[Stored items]
***
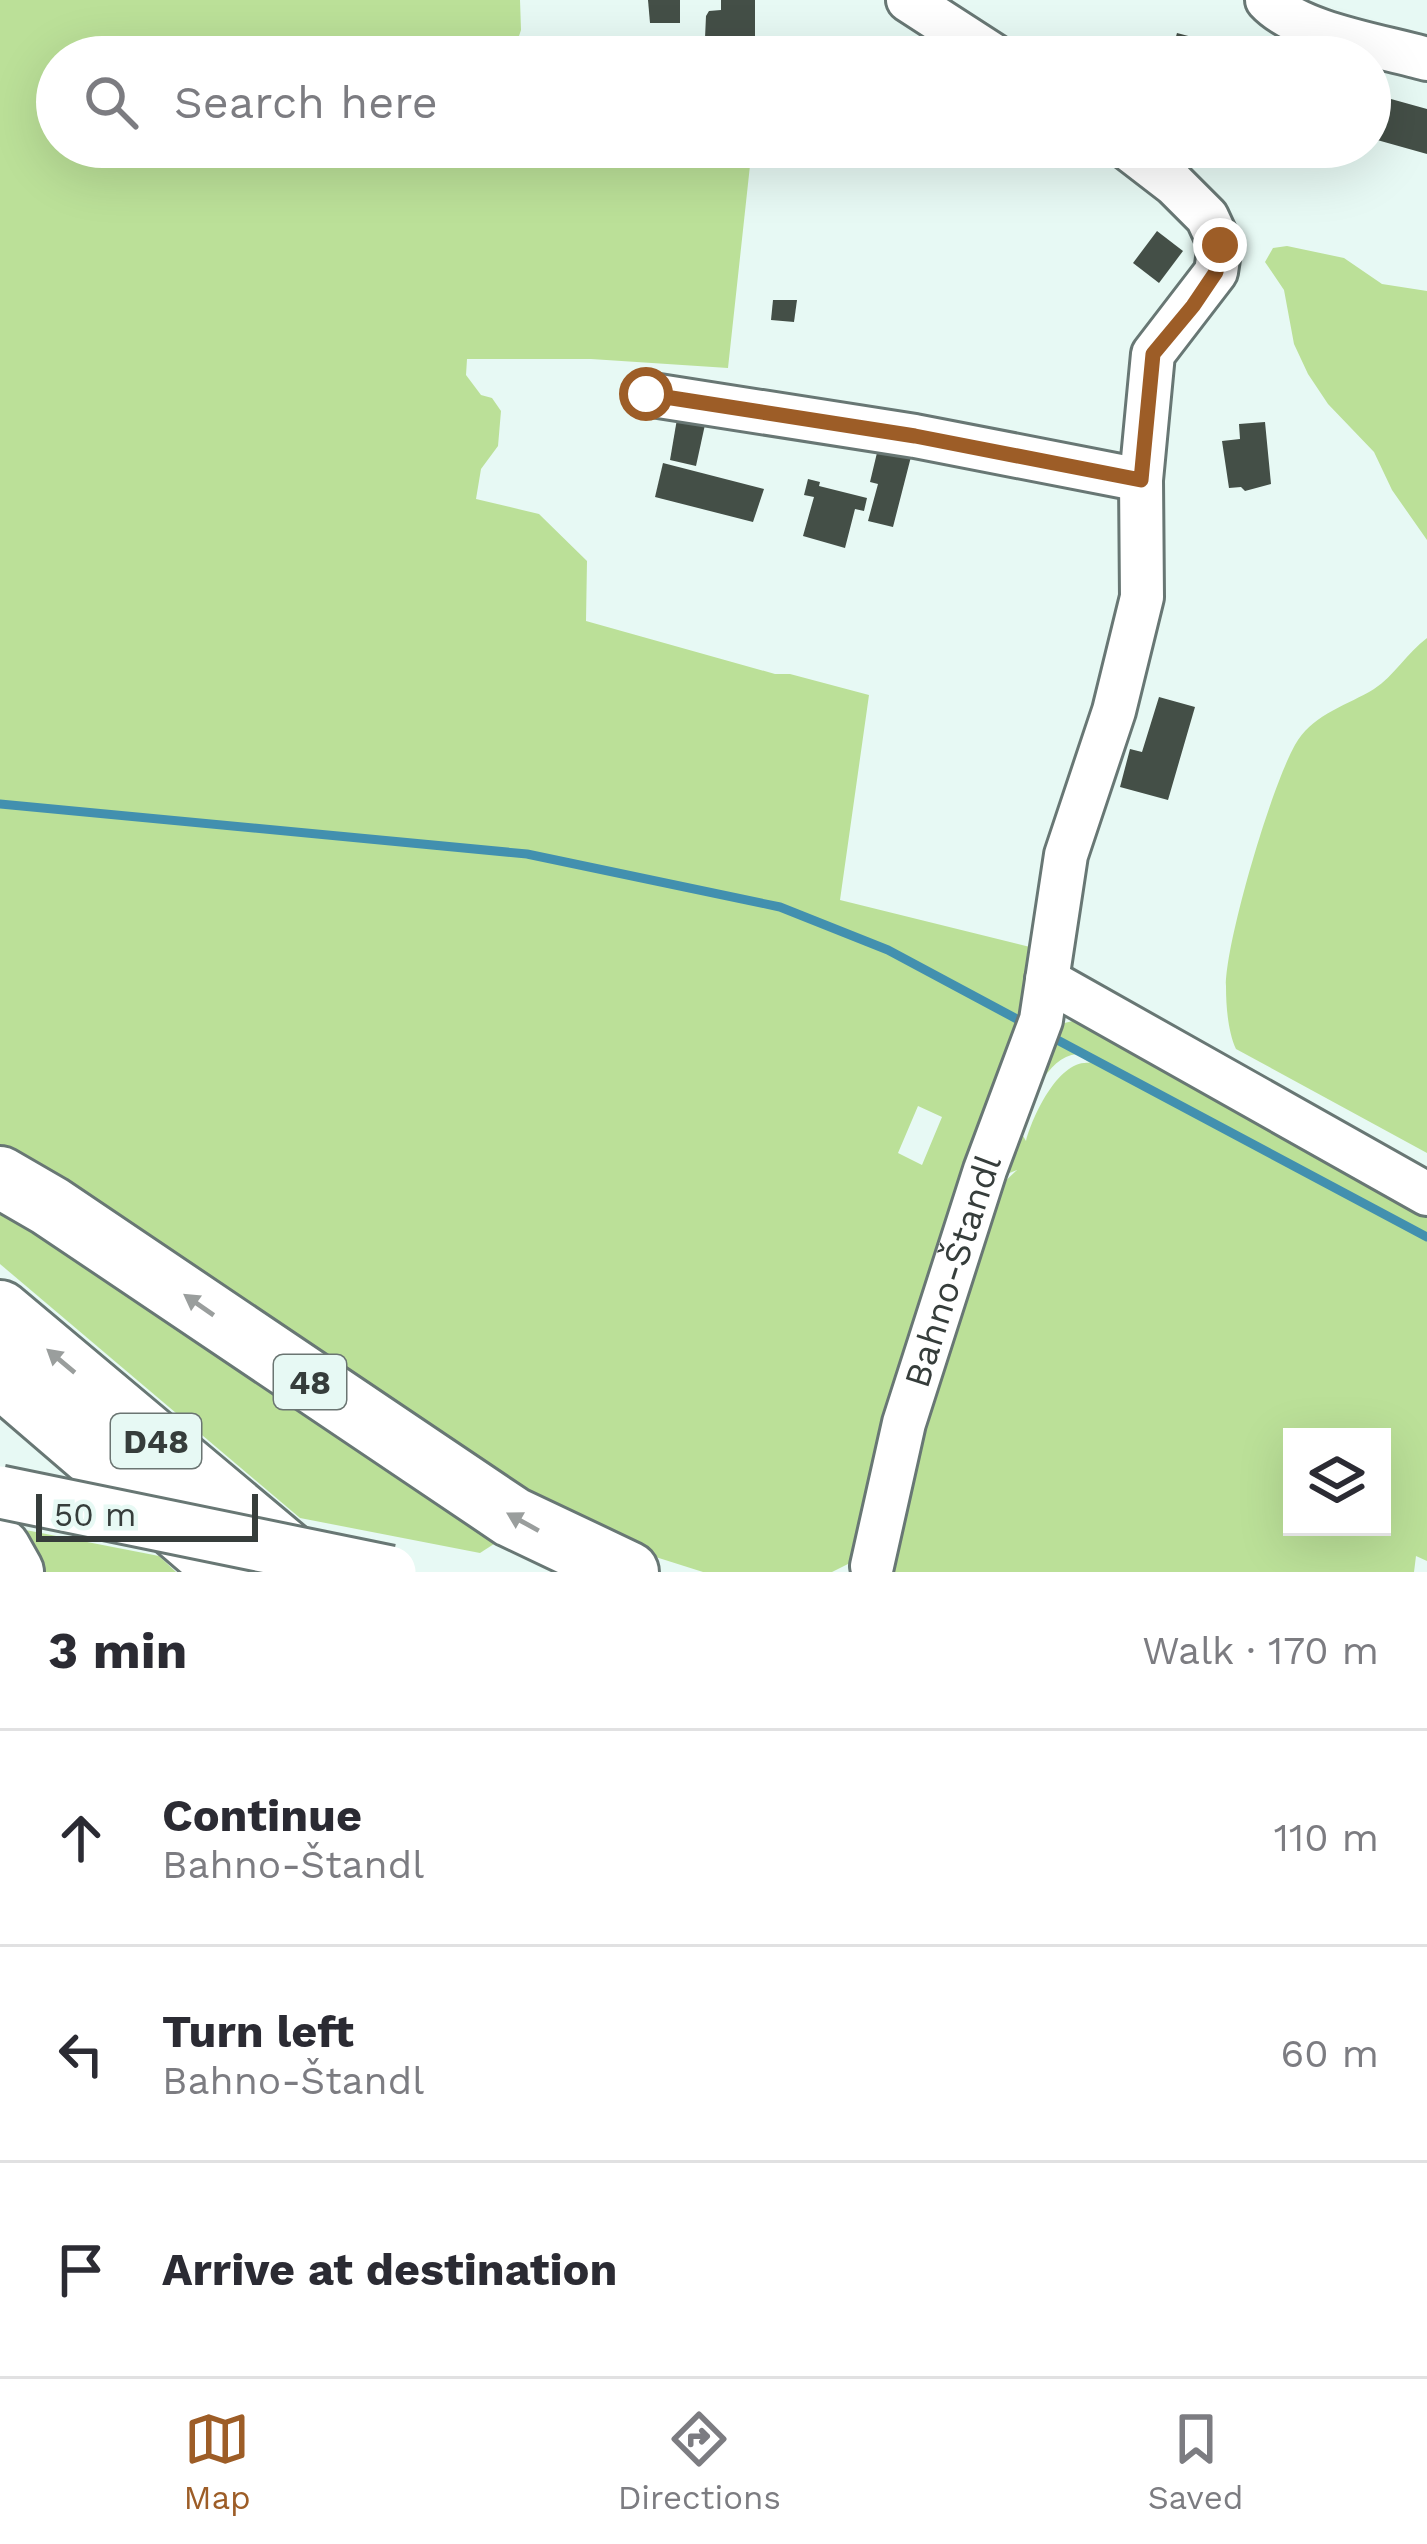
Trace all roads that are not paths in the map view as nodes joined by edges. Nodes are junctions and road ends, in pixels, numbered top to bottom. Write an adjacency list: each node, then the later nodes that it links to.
1 (908, 0): 3 (street)
2 (1267, 0): 4 (street)
3 (964, 36)
4 (1346, 36)
5 (1391, 48): 6 (street)
6 (1427, 58)
7 (1153, 168): 9 (street, Bahno-Štandl)
8 (646, 394): 9 (street)
9 (1141, 480): 10 (street, Bahno-Štandl)
10 (1041, 1014): 12 (street); 17 (street, Bahno-Štandl)
11 (0, 1177): 22 (highway, 48, one-way to 11)
12 (1427, 1194)
13 (0, 1311): 20 (highway, D48, one-way to 13)
14 (0, 1376): 19 (highway, D48)
15 (0, 1492): 21 (main road, bridge)
16 (0, 1549): 18 (highway)
17 (872, 1565)
18 (13, 1572)
19 (228, 1572)
20 (310, 1572)
21 (390, 1572)
22 (628, 1572)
***
Transcribe each of the records above precisely, with no pictures in the copy.

| EXERCISE RESULT |
Trace all roads that are not paths in the map view as nodes joined by edges. Nodes are junctions and road ends, in pixels, numbered top to bottom. Write an adjacency list: each node, then the later nodes that it links to.
1 (908, 0): 3 (street)
2 (1267, 0): 4 (street)
3 (964, 36)
4 (1346, 36)
5 (1391, 48): 6 (street)
6 (1427, 58)
7 (1153, 168): 9 (street, Bahno-Štandl)
8 (646, 394): 9 (street)
9 (1141, 480): 10 (street, Bahno-Štandl)
10 (1041, 1014): 12 (street); 17 (street, Bahno-Štandl)
11 (0, 1177): 22 (highway, 48, one-way to 11)
12 (1427, 1194)
13 (0, 1311): 20 (highway, D48, one-way to 13)
14 (0, 1376): 19 (highway, D48)
15 (0, 1492): 21 (main road, bridge)
16 (0, 1549): 18 (highway)
17 (872, 1565)
18 (13, 1572)
19 (228, 1572)
20 (310, 1572)
21 (390, 1572)
22 (628, 1572)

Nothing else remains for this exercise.